#### YOUR GOAL
This task calls for copying every line of the records that includes the word "Allen".

━━━ EXTRACTED RECORDS ━━━

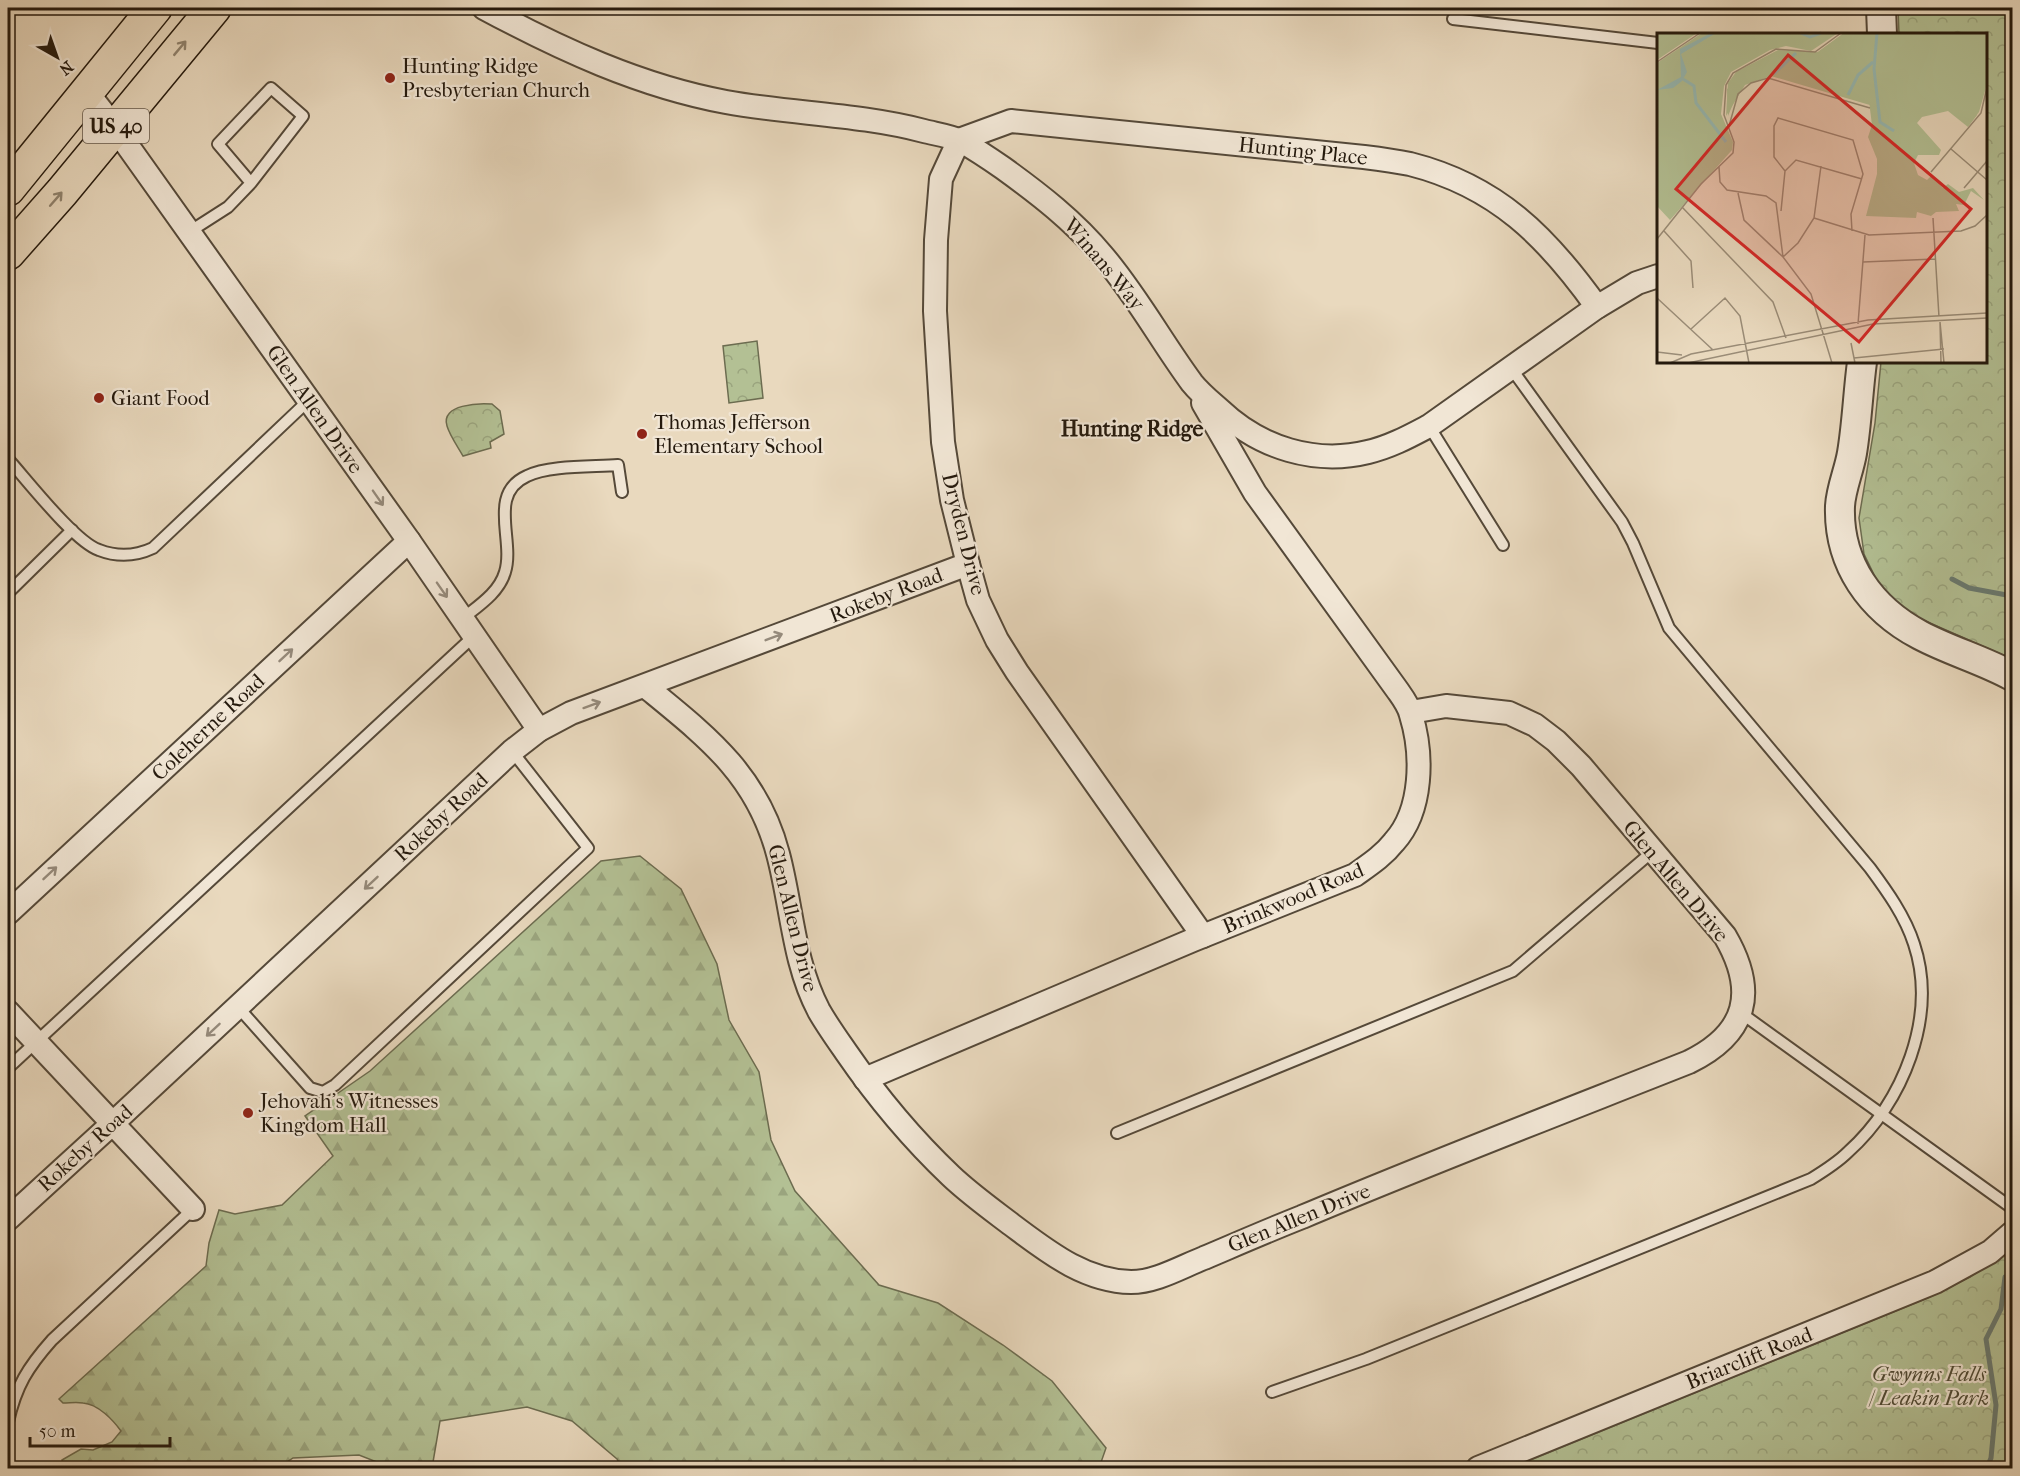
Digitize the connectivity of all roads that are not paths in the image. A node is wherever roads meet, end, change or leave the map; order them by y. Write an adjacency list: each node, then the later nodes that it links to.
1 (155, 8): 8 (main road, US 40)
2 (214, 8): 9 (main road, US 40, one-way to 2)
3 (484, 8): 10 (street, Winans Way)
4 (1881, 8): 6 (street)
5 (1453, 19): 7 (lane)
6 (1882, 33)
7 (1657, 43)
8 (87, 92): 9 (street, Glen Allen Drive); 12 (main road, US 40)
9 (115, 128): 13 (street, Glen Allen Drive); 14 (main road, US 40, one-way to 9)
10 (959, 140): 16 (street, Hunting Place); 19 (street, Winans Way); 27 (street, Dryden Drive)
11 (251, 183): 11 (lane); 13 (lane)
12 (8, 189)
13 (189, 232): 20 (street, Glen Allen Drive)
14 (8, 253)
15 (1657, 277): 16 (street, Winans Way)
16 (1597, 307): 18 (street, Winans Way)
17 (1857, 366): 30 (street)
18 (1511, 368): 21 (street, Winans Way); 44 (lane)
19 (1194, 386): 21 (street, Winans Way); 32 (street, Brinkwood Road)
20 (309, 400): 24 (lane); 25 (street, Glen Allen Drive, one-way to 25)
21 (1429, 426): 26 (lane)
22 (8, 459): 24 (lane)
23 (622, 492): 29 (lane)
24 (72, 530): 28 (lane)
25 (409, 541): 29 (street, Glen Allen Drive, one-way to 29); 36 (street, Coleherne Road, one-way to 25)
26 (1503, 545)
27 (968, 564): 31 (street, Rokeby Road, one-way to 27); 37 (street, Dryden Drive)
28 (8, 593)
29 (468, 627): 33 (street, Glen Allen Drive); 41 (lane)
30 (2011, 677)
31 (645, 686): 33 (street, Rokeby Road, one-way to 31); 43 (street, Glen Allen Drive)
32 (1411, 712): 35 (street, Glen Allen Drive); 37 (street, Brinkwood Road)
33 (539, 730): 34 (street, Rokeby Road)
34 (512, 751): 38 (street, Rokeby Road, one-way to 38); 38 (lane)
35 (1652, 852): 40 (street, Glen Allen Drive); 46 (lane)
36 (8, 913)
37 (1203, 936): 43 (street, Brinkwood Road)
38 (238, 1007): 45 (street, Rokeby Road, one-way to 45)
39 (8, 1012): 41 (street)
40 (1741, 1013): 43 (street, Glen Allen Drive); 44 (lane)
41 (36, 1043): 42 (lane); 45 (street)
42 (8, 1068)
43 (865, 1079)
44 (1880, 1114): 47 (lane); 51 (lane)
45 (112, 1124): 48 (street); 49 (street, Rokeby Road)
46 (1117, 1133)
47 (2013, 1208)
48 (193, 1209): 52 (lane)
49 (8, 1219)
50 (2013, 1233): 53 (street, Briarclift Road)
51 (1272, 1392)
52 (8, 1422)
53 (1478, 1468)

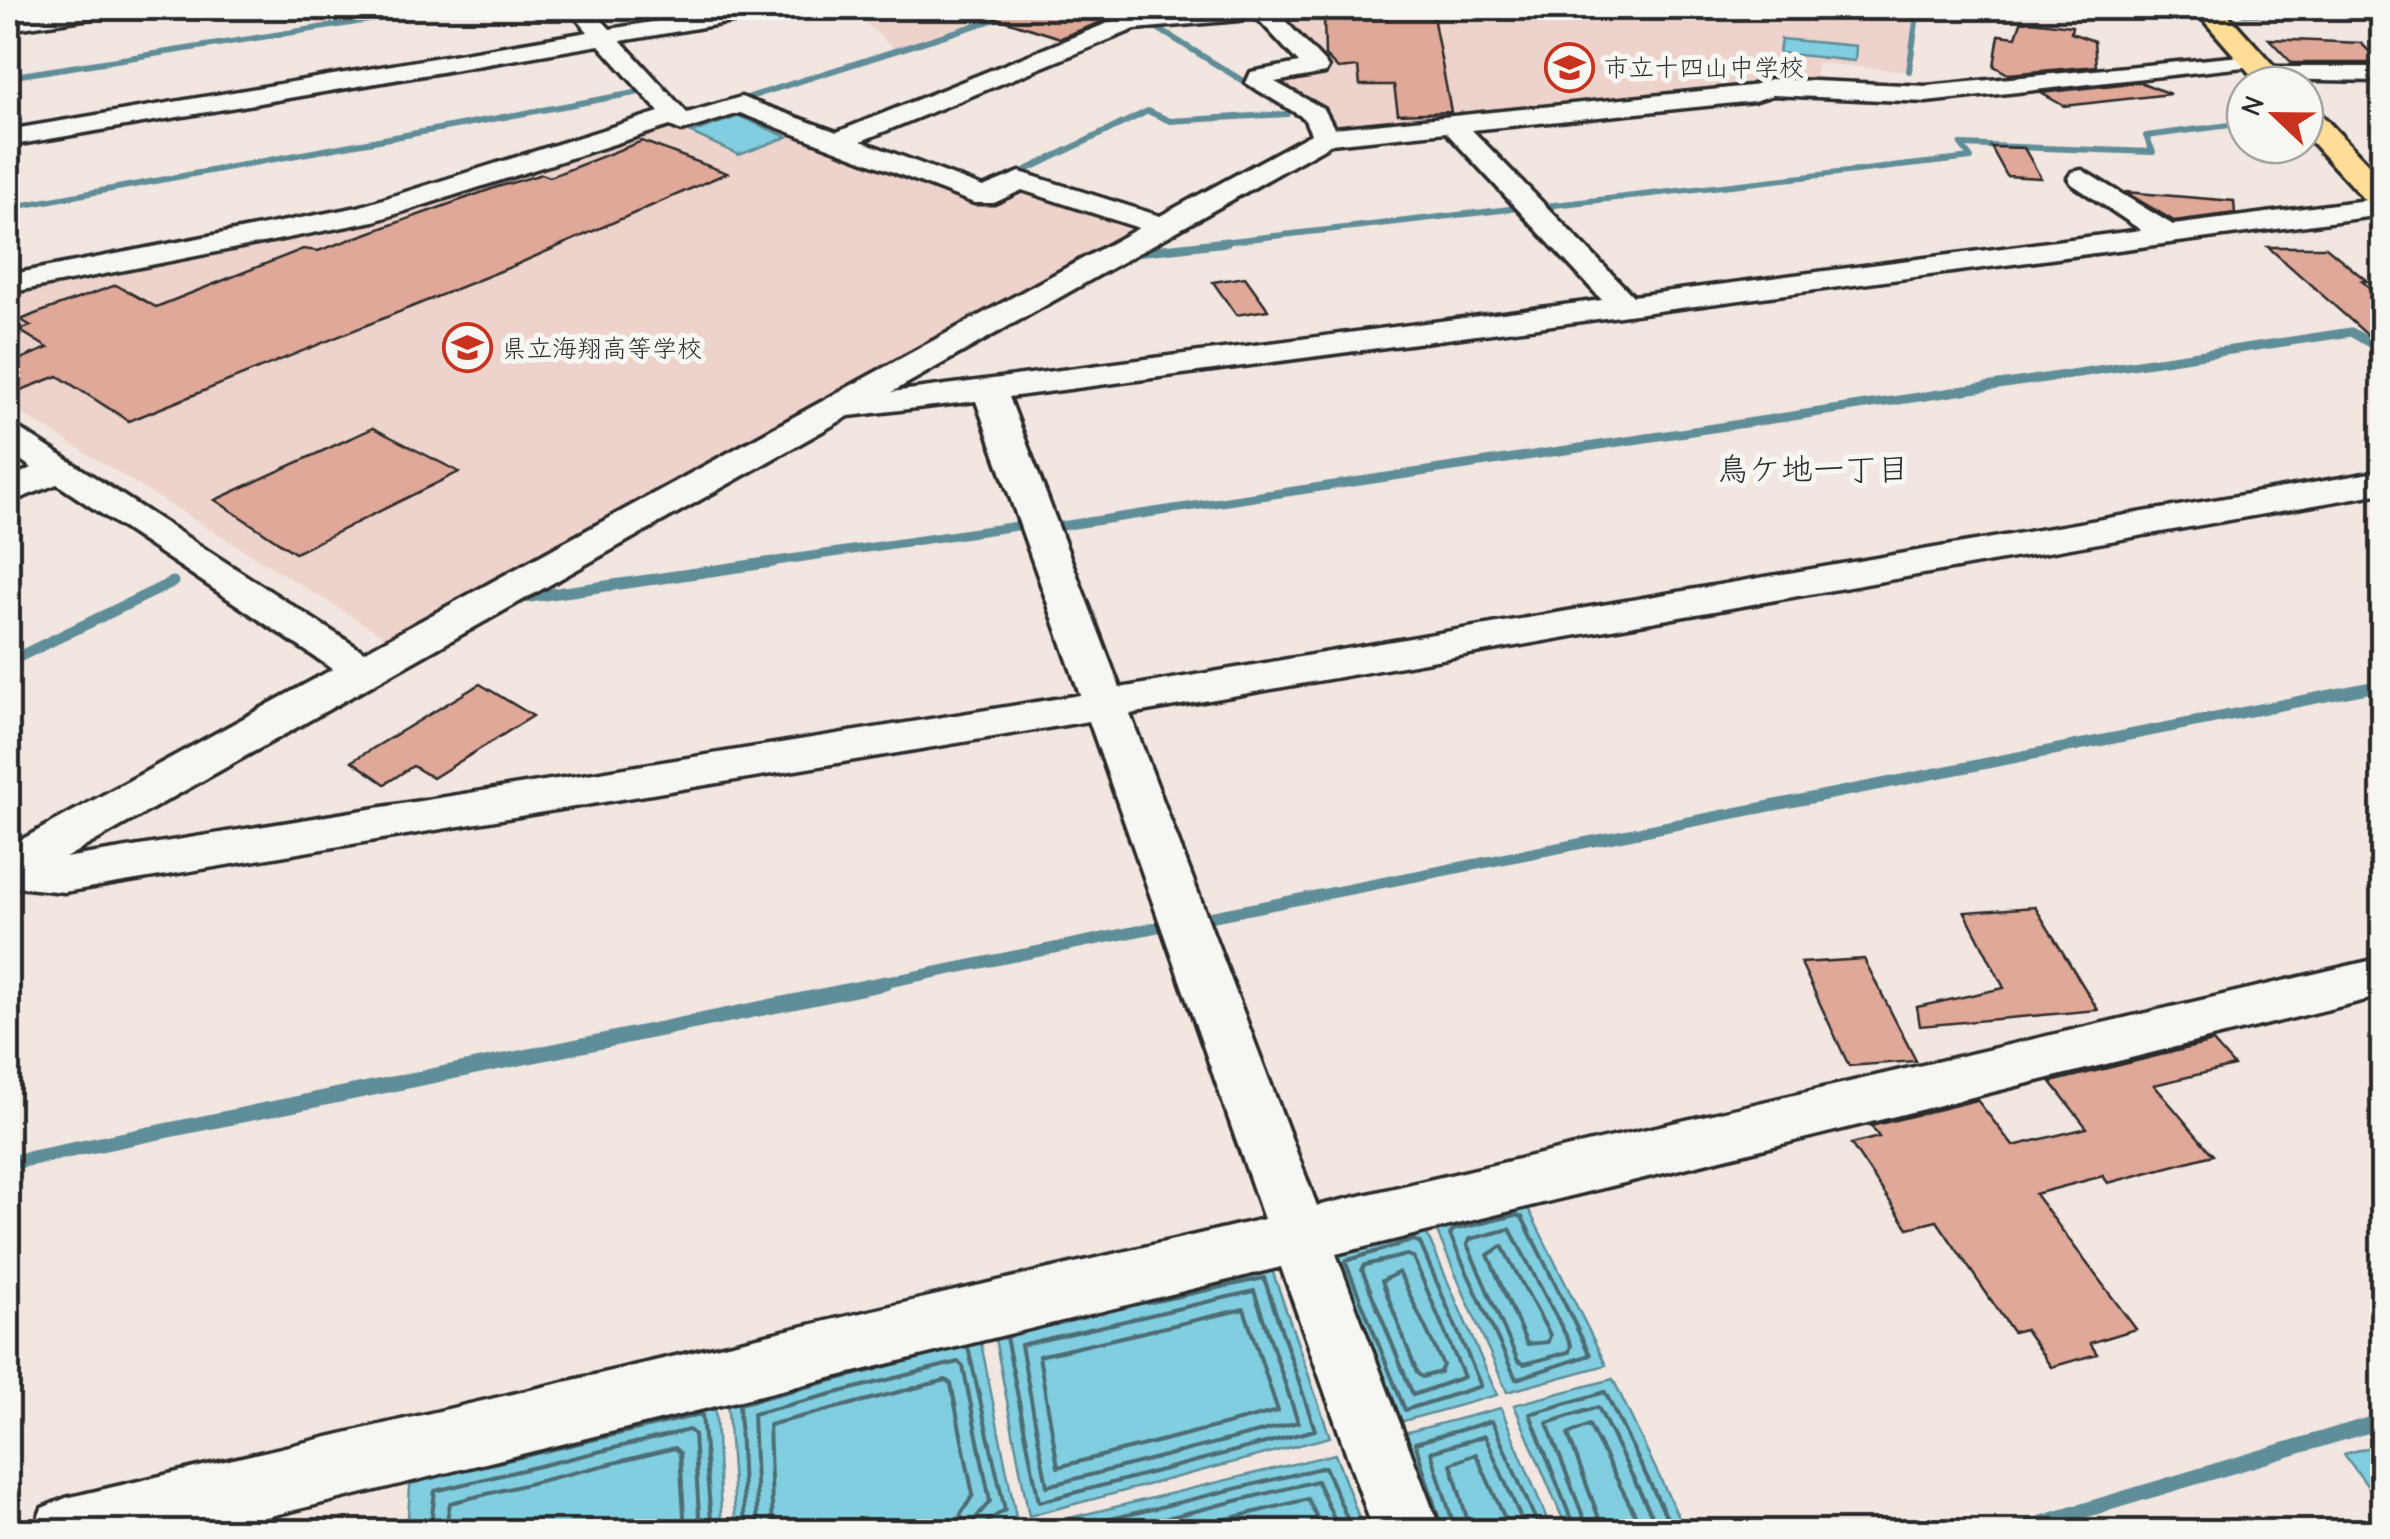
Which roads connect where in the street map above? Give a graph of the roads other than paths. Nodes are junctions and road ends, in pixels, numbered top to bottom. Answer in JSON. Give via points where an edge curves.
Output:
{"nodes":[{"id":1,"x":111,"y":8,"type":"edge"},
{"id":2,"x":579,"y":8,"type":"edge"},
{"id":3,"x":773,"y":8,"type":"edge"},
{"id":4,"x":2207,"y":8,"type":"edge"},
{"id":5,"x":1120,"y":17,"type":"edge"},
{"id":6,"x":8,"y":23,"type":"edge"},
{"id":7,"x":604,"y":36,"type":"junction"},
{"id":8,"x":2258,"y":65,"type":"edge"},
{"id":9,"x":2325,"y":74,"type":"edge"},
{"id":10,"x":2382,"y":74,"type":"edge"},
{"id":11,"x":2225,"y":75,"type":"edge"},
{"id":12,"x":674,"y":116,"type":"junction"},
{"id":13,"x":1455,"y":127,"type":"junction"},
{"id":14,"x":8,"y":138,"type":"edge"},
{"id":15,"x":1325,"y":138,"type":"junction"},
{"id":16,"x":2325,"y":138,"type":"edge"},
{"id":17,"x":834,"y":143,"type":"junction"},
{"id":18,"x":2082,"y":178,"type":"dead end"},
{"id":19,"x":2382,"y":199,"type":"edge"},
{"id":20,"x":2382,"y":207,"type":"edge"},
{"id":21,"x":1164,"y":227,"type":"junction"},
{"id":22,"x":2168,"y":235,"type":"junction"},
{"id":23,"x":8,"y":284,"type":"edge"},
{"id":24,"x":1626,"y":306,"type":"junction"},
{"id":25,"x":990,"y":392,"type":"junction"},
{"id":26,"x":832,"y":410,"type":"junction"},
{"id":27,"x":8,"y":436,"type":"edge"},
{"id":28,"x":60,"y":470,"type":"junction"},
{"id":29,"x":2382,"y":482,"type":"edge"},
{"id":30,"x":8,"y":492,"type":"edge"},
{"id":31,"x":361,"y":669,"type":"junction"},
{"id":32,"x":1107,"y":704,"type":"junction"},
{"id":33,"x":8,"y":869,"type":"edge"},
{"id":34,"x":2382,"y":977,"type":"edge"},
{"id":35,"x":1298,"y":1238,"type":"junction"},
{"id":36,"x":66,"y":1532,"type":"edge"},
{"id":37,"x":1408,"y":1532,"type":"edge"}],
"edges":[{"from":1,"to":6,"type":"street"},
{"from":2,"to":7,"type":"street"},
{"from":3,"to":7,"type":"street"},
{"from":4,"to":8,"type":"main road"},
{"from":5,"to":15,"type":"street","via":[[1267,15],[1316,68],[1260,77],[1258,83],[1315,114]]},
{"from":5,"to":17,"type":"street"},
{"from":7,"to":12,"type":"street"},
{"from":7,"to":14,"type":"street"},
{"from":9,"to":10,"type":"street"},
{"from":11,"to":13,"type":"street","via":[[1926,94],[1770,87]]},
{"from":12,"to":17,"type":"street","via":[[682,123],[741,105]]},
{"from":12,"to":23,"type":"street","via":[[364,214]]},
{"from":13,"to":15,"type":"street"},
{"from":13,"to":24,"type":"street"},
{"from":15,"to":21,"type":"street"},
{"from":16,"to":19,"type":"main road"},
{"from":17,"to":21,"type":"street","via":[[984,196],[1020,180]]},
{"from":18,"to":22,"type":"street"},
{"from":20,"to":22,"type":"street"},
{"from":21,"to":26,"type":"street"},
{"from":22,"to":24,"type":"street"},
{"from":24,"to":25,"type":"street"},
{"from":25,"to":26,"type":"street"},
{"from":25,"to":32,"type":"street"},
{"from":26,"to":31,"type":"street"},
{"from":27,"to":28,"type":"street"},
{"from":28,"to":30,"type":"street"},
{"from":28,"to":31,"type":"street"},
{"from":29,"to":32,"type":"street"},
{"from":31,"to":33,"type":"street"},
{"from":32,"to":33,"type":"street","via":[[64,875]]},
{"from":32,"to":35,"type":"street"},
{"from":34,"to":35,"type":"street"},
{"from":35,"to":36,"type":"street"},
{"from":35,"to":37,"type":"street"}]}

━━━

#### RESPONSE FOR THIS EXERCISE
8 (87, 92): 9 (street, Glen Allen Drive); 12 (main road, US 40)
9 (115, 128): 13 (street, Glen Allen Drive); 14 (main road, US 40, one-way to 9)
13 (189, 232): 20 (street, Glen Allen Drive)
20 (309, 400): 24 (lane); 25 (street, Glen Allen Drive, one-way to 25)
25 (409, 541): 29 (street, Glen Allen Drive, one-way to 29); 36 (street, Coleherne Road, one-way to 25)
29 (468, 627): 33 (street, Glen Allen Drive); 41 (lane)
31 (645, 686): 33 (street, Rokeby Road, one-way to 31); 43 (street, Glen Allen Drive)
32 (1411, 712): 35 (street, Glen Allen Drive); 37 (street, Brinkwood Road)
35 (1652, 852): 40 (street, Glen Allen Drive); 46 (lane)
40 (1741, 1013): 43 (street, Glen Allen Drive); 44 (lane)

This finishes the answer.